On a GAAP (accounting principles generally accepted in the United States of America) basis, operating income in the second quarter of 2018 decreased 2.4% to $797 million, compared to $817 million in the second quarter of 2017. The decrease in operating income was primarily due to softer rolling volume and win percentage in Singapore and a $92 million write-off of costs related to the tower adjacent to the Four Seasons Macao. These items were offset by stronger operating performance in our Macao business due to an 18% increase in revenues and the impact of a change in our depreciable lives during the third quarter of 2017, as discussed further below. Consolidated adjusted property EBITDA (a non-GAAP measure) of $1.23 billion increased 1.4% in the second quarter of 2018, compared to the year-ago quarter. On a hold-normalized basis, consolidated adjusted property EBITDA increased 11.6% to $1.23 billion in the second quarter of 2018.
On a GAAP basis, net income attributable to Las Vegas Sands in the second quarter of 2018 increased 1.8% to $556 million, compared to $546 million in the second quarter of 2017, while diluted earnings per share in the second quarter of 2018 of $0.70 represented an increase of 1.4% compared to the prior-year quarter. In addition to the factors described above, the increase in net income attributable to Las Vegas Sands reflected increases in other income (expense), partially offset by the increase in net income attributable to noncontrolling interests.
Adjusted net income attributable to Las Vegas Sands (a non-GAAP measure) increased 1.9% to $588 million, or $0.74 per diluted share, compared to $577 million, or $0.73 per diluted share, in the second quarter of 2017. Hold-normalized adjusted earnings per diluted share increased 22.6% to $0.76.
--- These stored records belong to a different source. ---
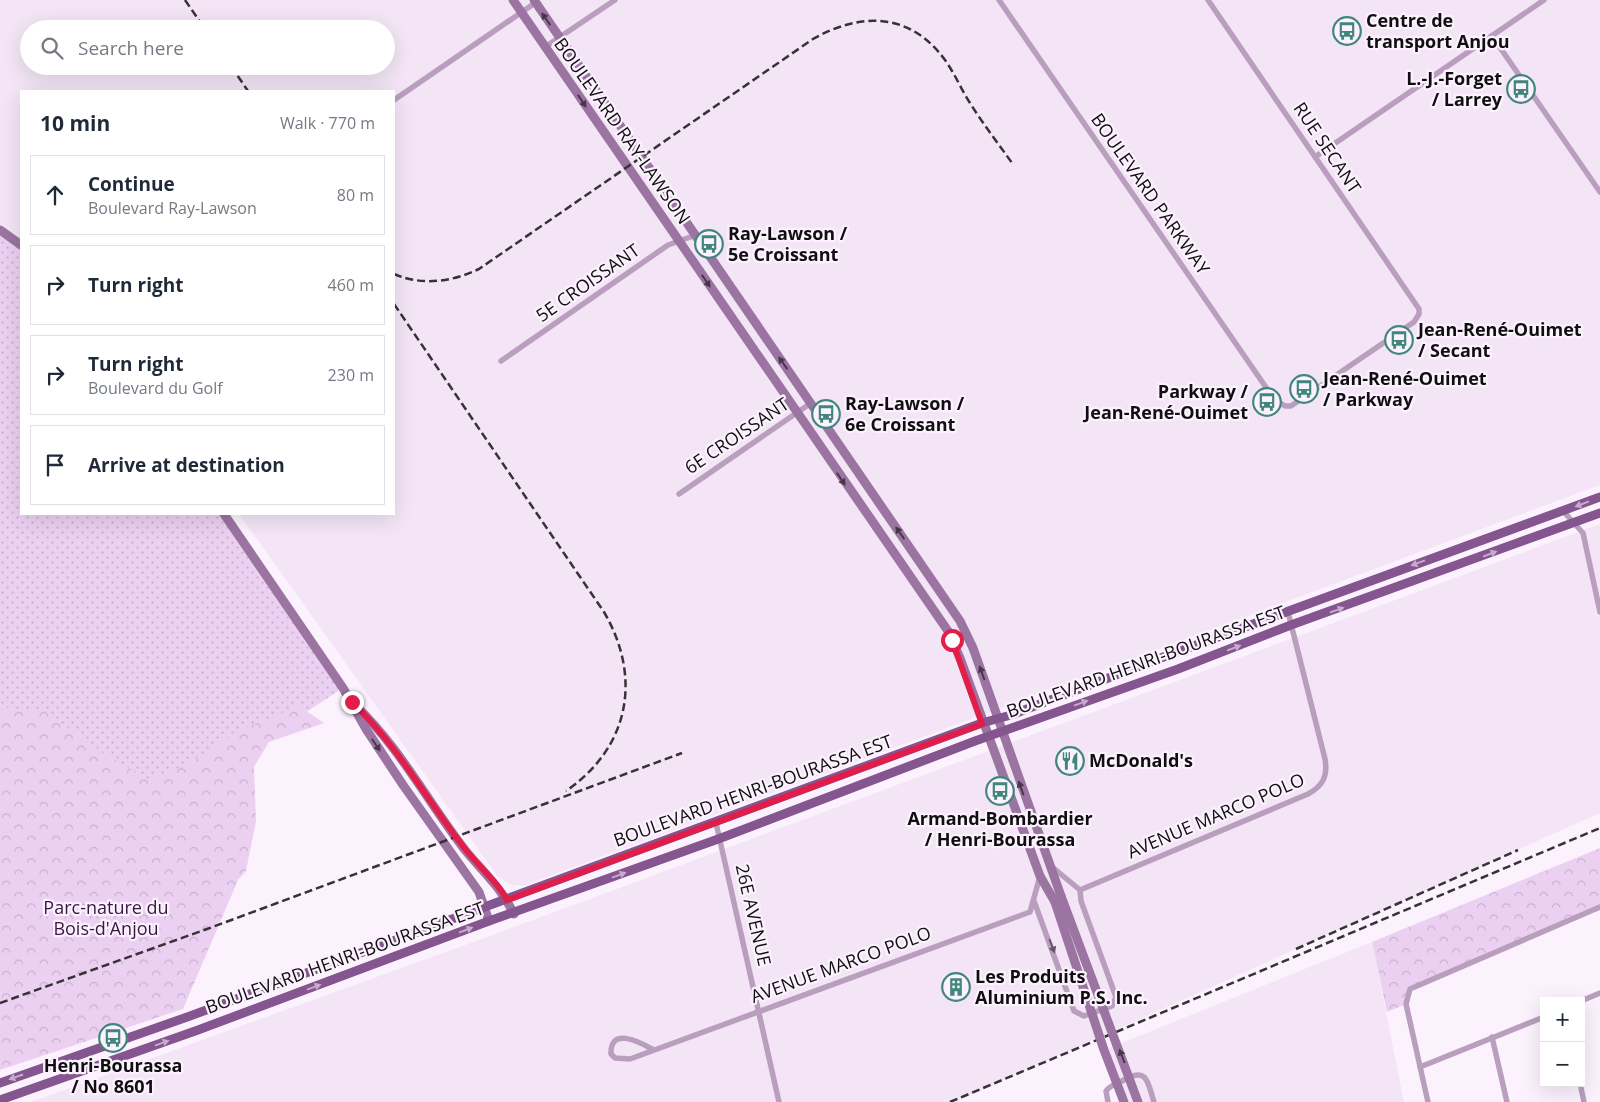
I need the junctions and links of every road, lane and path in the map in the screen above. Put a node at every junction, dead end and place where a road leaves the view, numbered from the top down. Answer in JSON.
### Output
{"nodes":[{"id":1,"x":513,"y":0,"type":"edge"},
{"id":2,"x":615,"y":0,"type":"edge"},
{"id":3,"x":999,"y":0,"type":"edge"},
{"id":4,"x":1208,"y":0,"type":"edge"},
{"id":5,"x":1544,"y":0,"type":"edge"},
{"id":6,"x":534,"y":1,"type":"edge"},
{"id":7,"x":521,"y":12,"type":"junction"},
{"id":8,"x":1492,"y":36,"type":"junction"},
{"id":9,"x":560,"y":37,"type":"junction"},
{"id":10,"x":545,"y":47,"type":"junction"},
{"id":11,"x":395,"y":99,"type":"edge"},
{"id":12,"x":1315,"y":157,"type":"junction"},
{"id":13,"x":1600,"y":192,"type":"edge"},
{"id":14,"x":0,"y":230,"type":"edge"},
{"id":15,"x":696,"y":236,"type":"junction"},
{"id":16,"x":679,"y":242,"type":"junction"},
{"id":17,"x":20,"y":244,"type":"edge"},
{"id":18,"x":1419,"y":314,"type":"joint"},
{"id":19,"x":501,"y":361,"type":"dead end"},
{"id":20,"x":811,"y":403,"type":"junction"},
{"id":21,"x":797,"y":413,"type":"junction"},
{"id":22,"x":828,"y":429,"type":"junction"},
{"id":23,"x":814,"y":439,"type":"junction"},
{"id":24,"x":679,"y":494,"type":"dead end"},
{"id":25,"x":1600,"y":496,"type":"edge"},
{"id":26,"x":1563,"y":511,"type":"junction"},
{"id":27,"x":1600,"y":513,"type":"edge"},
{"id":28,"x":225,"y":515,"type":"edge"},
{"id":29,"x":1575,"y":522,"type":"junction"},
{"id":30,"x":1288,"y":612,"type":"junction"},
{"id":31,"x":1600,"y":612,"type":"edge"},
{"id":32,"x":1291,"y":625,"type":"junction"},
{"id":33,"x":352,"y":702,"type":"junction"},
{"id":34,"x":999,"y":719,"type":"junction"},
{"id":35,"x":982,"y":724,"type":"junction"},
{"id":36,"x":1002,"y":732,"type":"junction"},
{"id":37,"x":987,"y":737,"type":"junction"},
{"id":38,"x":716,"y":824,"type":"junction"},
{"id":39,"x":720,"y":838,"type":"junction"},
{"id":40,"x":1051,"y":866,"type":"junction"},
{"id":41,"x":1040,"y":876,"type":"junction"},
{"id":42,"x":1080,"y":890,"type":"junction"},
{"id":43,"x":507,"y":900,"type":"junction"},
{"id":44,"x":1058,"y":900,"type":"junction"},
{"id":45,"x":1034,"y":901,"type":"junction"},
{"id":46,"x":484,"y":907,"type":"junction"},
{"id":47,"x":1600,"y":907,"type":"edge"},
{"id":48,"x":514,"y":914,"type":"junction"},
{"id":49,"x":489,"y":922,"type":"junction"},
{"id":50,"x":1600,"y":993,"type":"edge"},
{"id":51,"x":1585,"y":999,"type":"edge"},
{"id":52,"x":759,"y":1012,"type":"junction"},
{"id":53,"x":1540,"y":1019,"type":"edge"},
{"id":54,"x":1492,"y":1037,"type":"junction"},
{"id":55,"x":652,"y":1049,"type":"junction"},
{"id":56,"x":1420,"y":1067,"type":"junction"},
{"id":57,"x":0,"y":1083,"type":"edge"},
{"id":58,"x":1581,"y":1087,"type":"edge"},
{"id":59,"x":0,"y":1100,"type":"edge"},
{"id":60,"x":779,"y":1102,"type":"edge"},
{"id":61,"x":1108,"y":1102,"type":"edge"},
{"id":62,"x":1124,"y":1102,"type":"edge"},
{"id":63,"x":1138,"y":1102,"type":"edge"},
{"id":64,"x":1154,"y":1102,"type":"edge"},
{"id":65,"x":1428,"y":1102,"type":"edge"},
{"id":66,"x":1507,"y":1102,"type":"edge"},
{"id":67,"x":1584,"y":1102,"type":"edge"}],
"edges":[{"from":1,"to":7,"type":"street","name":"BOULEVARD RAY-LAWSON"},
{"from":2,"to":9,"type":"street"},
{"from":3,"to":18,"type":"street","name":"BOULEVARD PARKWAY"},
{"from":4,"to":12,"type":"street","name":"RUE SECANT"},
{"from":5,"to":8,"type":"street"},
{"from":6,"to":7,"type":"street"},
{"from":9,"to":6,"type":"street","name":"BOULEVARD RAY-LAWSON","one_way":true},
{"from":7,"to":10,"type":"street","name":"BOULEVARD RAY-LAWSON"},
{"from":7,"to":11,"type":"street"},
{"from":8,"to":12,"type":"street"},
{"from":8,"to":13,"type":"street"},
{"from":9,"to":10,"type":"street"},
{"from":9,"to":15,"type":"street","name":"BOULEVARD RAY-LAWSON"},
{"from":10,"to":16,"type":"street","name":"BOULEVARD RAY-LAWSON","one_way":true},
{"from":12,"to":18,"type":"street","name":"RUE SECANT"},
{"from":14,"to":17,"type":"street"},
{"from":15,"to":16,"type":"street","name":"5E CROISSANT"},
{"from":20,"to":15,"type":"street","name":"BOULEVARD RAY-LAWSON","one_way":true},
{"from":16,"to":19,"type":"street","name":"5E CROISSANT"},
{"from":16,"to":21,"type":"street","name":"BOULEVARD RAY-LAWSON","one_way":true},
{"from":20,"to":21,"type":"street","name":"6E CROISSANT"},
{"from":20,"to":22,"type":"street","name":"BOULEVARD RAY-LAWSON"},
{"from":21,"to":23,"type":"street","name":"BOULEVARD RAY-LAWSON"},
{"from":21,"to":24,"type":"street","name":"6E CROISSANT"},
{"from":22,"to":23,"type":"street"},
{"from":34,"to":22,"type":"street","name":"BOULEVARD RAY-LAWSON","one_way":true},
{"from":23,"to":35,"type":"street","name":"BOULEVARD RAY-LAWSON","one_way":true},
{"from":25,"to":26,"type":"main road","name":"BOULEVARD HENRI-BOURASSA EST","one_way":true},
{"from":26,"to":29,"type":"street"},
{"from":26,"to":30,"type":"main road","name":"BOULEVARD HENRI-BOURASSA EST","one_way":true},
{"from":27,"to":29,"type":"main road","name":"BOULEVARD HENRI-BOURASSA EST"},
{"from":28,"to":33,"type":"street"},
{"from":29,"to":31,"type":"street"},
{"from":32,"to":29,"type":"main road","name":"BOULEVARD HENRI-BOURASSA EST","one_way":true},
{"from":30,"to":32,"type":"street","name":"AVENUE MARCO POLO"},
{"from":30,"to":34,"type":"main road","name":"BOULEVARD HENRI-BOURASSA EST"},
{"from":36,"to":32,"type":"main road","name":"BOULEVARD HENRI-BOURASSA EST","one_way":true},
{"from":32,"to":42,"type":"street","name":"AVENUE MARCO POLO"},
{"from":33,"to":43,"type":"street"},
{"from":33,"to":46,"type":"street","one_way":true},
{"from":34,"to":35,"type":"main road","name":"BOULEVARD HENRI-BOURASSA EST"},
{"from":34,"to":36,"type":"street","name":"BOULEVARD RAY-LAWSON"},
{"from":35,"to":37,"type":"street","name":"BOULEVARD RAY-LAWSON"},
{"from":35,"to":38,"type":"main road","name":"BOULEVARD HENRI-BOURASSA EST"},
{"from":36,"to":37,"type":"main road","name":"BOULEVARD HENRI-BOURASSA EST"},
{"from":40,"to":36,"type":"street","name":"BOULEVARD RAY-LAWSON","one_way":true},
{"from":37,"to":39,"type":"main road","name":"BOULEVARD HENRI-BOURASSA EST"},
{"from":37,"to":41,"type":"street","name":"BOULEVARD RAY-LAWSON"},
{"from":38,"to":39,"type":"street","name":"26E AVENUE"},
{"from":38,"to":43,"type":"main road","name":"BOULEVARD HENRI-BOURASSA EST"},
{"from":48,"to":39,"type":"main road","name":"BOULEVARD HENRI-BOURASSA EST","one_way":true},
{"from":39,"to":52,"type":"street","name":"26E AVENUE"},
{"from":40,"to":42,"type":"street"},
{"from":40,"to":44,"type":"street","name":"BOULEVARD RAY-LAWSON"},
{"from":41,"to":44,"type":"street","name":"BOULEVARD RAY-LAWSON"},
{"from":41,"to":45,"type":"street"},
{"from":45,"to":42,"type":"street","one_way":true},
{"from":43,"to":46,"type":"main road","name":"BOULEVARD HENRI-BOURASSA EST"},
{"from":43,"to":48,"type":"street"},
{"from":44,"to":62,"type":"street","bridge":true},
{"from":63,"to":44,"type":"street","one_way":true,"bridge":true},
{"from":45,"to":52,"type":"street","name":"AVENUE MARCO POLO"},
{"from":46,"to":49,"type":"street"},
{"from":46,"to":57,"type":"main road","name":"BOULEVARD HENRI-BOURASSA EST","one_way":true},
{"from":47,"to":56,"type":"street"},
{"from":48,"to":49,"type":"main road","name":"BOULEVARD HENRI-BOURASSA EST"},
{"from":59,"to":49,"type":"main road","name":"BOULEVARD HENRI-BOURASSA EST","one_way":true},
{"from":50,"to":51,"type":"street"},
{"from":52,"to":55,"type":"street","name":"AVENUE MARCO POLO"},
{"from":52,"to":60,"type":"street","name":"26E AVENUE"},
{"from":53,"to":54,"type":"street"},
{"from":54,"to":56,"type":"street"},
{"from":54,"to":66,"type":"street"},
{"from":55,"to":55,"type":"street","name":"AVENUE MARCO POLO"},
{"from":56,"to":65,"type":"street"},
{"from":58,"to":67,"type":"street"},
{"from":61,"to":64,"type":"street"}]}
Sands China Ltd. Consolidated Financial Results
On a GAAP basis, total net revenues for Sands China Ltd. (SCL) increased 18% to $2.11 billion in the second quarter of 2018, compared to $1.79 billion in the second quarter of 2017. Net income for SCL increased 30% to $427 million in the second quarter of 2018, compared to $328 million in the second quarter of 2017.
Other Factors Affecting Earnings
Depreciation and amortization expense was $274 million in the second quarter of 2018, compared to $327 million in the second quarter of 2017. This decrease was driven primarily by a change in the estimated useful lives of our buildings, building improvements and land improvements accounted for as a change in accounting estimate beginning on July 1, 2017, and resulted in a reduction of depreciation and amortization expense and an increase in operating income of $64 million, and an increase of net income attributable to Las Vegas Sands of $47 million, or earnings per share of $0.06 on a basic and diluted basis, in the second quarter of 2018.
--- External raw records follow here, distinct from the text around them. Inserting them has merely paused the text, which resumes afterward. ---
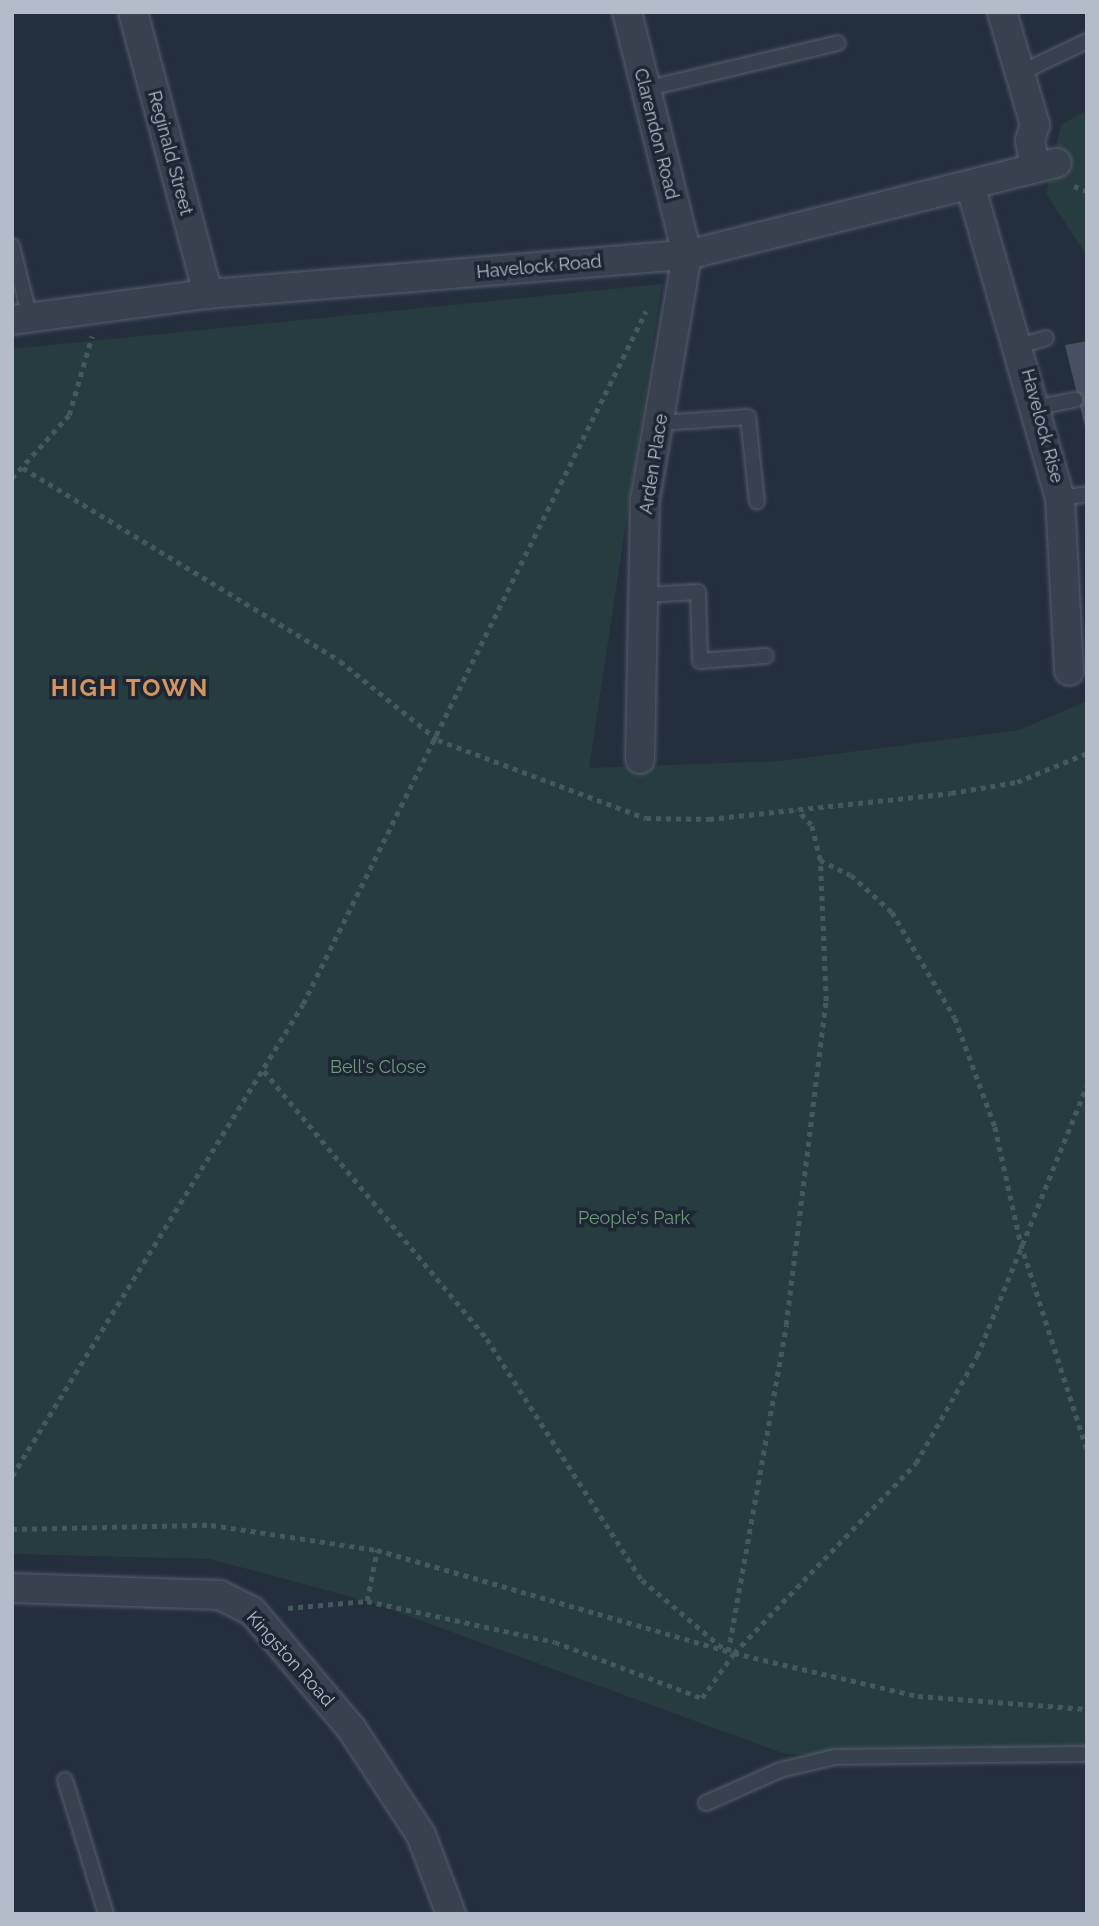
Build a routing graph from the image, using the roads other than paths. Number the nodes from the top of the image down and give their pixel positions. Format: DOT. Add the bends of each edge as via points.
graph roads {
  1 [pos="133,12"];
  2 [pos="626,12"];
  3 [pos="1002,12"];
  4 [pos="1087,41"];
  5 [pos="838,43"];
  6 [pos="1020,72"];
  7 [pos="645,89"];
  8 [pos="971,188"];
  9 [pos="12,246"];
  10 [pos="687,255"];
  11 [pos="208,294"];
  12 [pos="21,319"];
  13 [pos="1075,400"];
  14 [pos="1038,407"];
  15 [pos="660,423"];
  16 [pos="1074,496"];
  17 [pos="757,502"];
  18 [pos="643,595"];
  19 [pos="766,656"];
  20 [pos="1069,671"];
  21 [pos="640,759"];
  22 [pos="12,1588"];
  23 [pos="1087,1754"];
  24 [pos="65,1780"];
  25 [pos="706,1802"];
  26 [pos="106,1914"];
  27 [pos="451,1914"];
  1 -- 11 [label="street, Reginald Street"];
  2 -- 7 [label="street, Clarendon Road"];
  3 -- 6 [label="street"];
  4 -- 6 [label="lane"];
  5 -- 7 [label="lane"];
  6 -- 8 [label="street, Havelock Road" via="1035,125 1030,140 1046,166"];
  7 -- 10 [label="street, Clarendon Road"];
  8 -- 10 [label="street, Havelock Road"];
  8 -- 14 [label="street, Havelock Rise" via="1033,342"];
  9 -- 12 [label="lane"];
  10 -- 11 [label="street, Havelock Road"];
  10 -- 15 [label="street, Arden Place"];
  11 -- 12 [label="street, Havelock Road"];
  13 -- 14 [label="lane"];
  14 -- 16 [label="street, Havelock Rise"];
  15 -- 17 [label="lane" via="748,417"];
  15 -- 18 [label="street, Arden Place" via="645,500"];
  16 -- 20 [label="street, Havelock Rise"];
  18 -- 19 [label="lane" via="698,592 700,661"];
  18 -- 21 [label="street, Arden Place"];
  22 -- 27 [label="street, Kingston Road" via="220,1595 252,1611 379,1770 421,1835"];
  23 -- 25 [label="lane" via="835,1757 780,1770"];
  24 -- 26 [label="lane"];
}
Interest expense, net of amounts capitalized, was $93 million for the second quarter of 2018, compared to $79 million in the prior-year quarter. Our weighted average borrowing cost in the second quarter of 2018 was approximately 3.5%, compared to 3.0% during the second quarter of 2017.
Other income, which was comprised primarily of foreign currency gains due to an appreciation of the U.S. dollar versus the Singapore dollar during the period, was $44 million for the second quarter of 2018, compared to other expense of $25 million in the second quarter of 2017.
Our effective income tax rate for the second quarter of 2018 was 10.7% compared to 10.9% in the prior-year quarter. The tax rate for the second quarter of 2018 is primarily driven by a provision for the earnings from Marina Bay Sands at the 17% Singapore income tax rate and a provision for our domestic earnings at the 21% corporate income tax rate based on the Tax Cuts and Jobs Act (the “Act”). The Act creates complexity that will likely require implementation guidance from the Internal Revenue Service and could impact our tax return filing positions, which may impact the estimates and assumptions utilized in our initial analysis.
The net income attributable to noncontrolling interests during the second quarter of 2018 of $120 million was principally related to SCL.
Balance Sheet Items
Unrestricted cash balances as of June 30, 2018 were $4.35 billion.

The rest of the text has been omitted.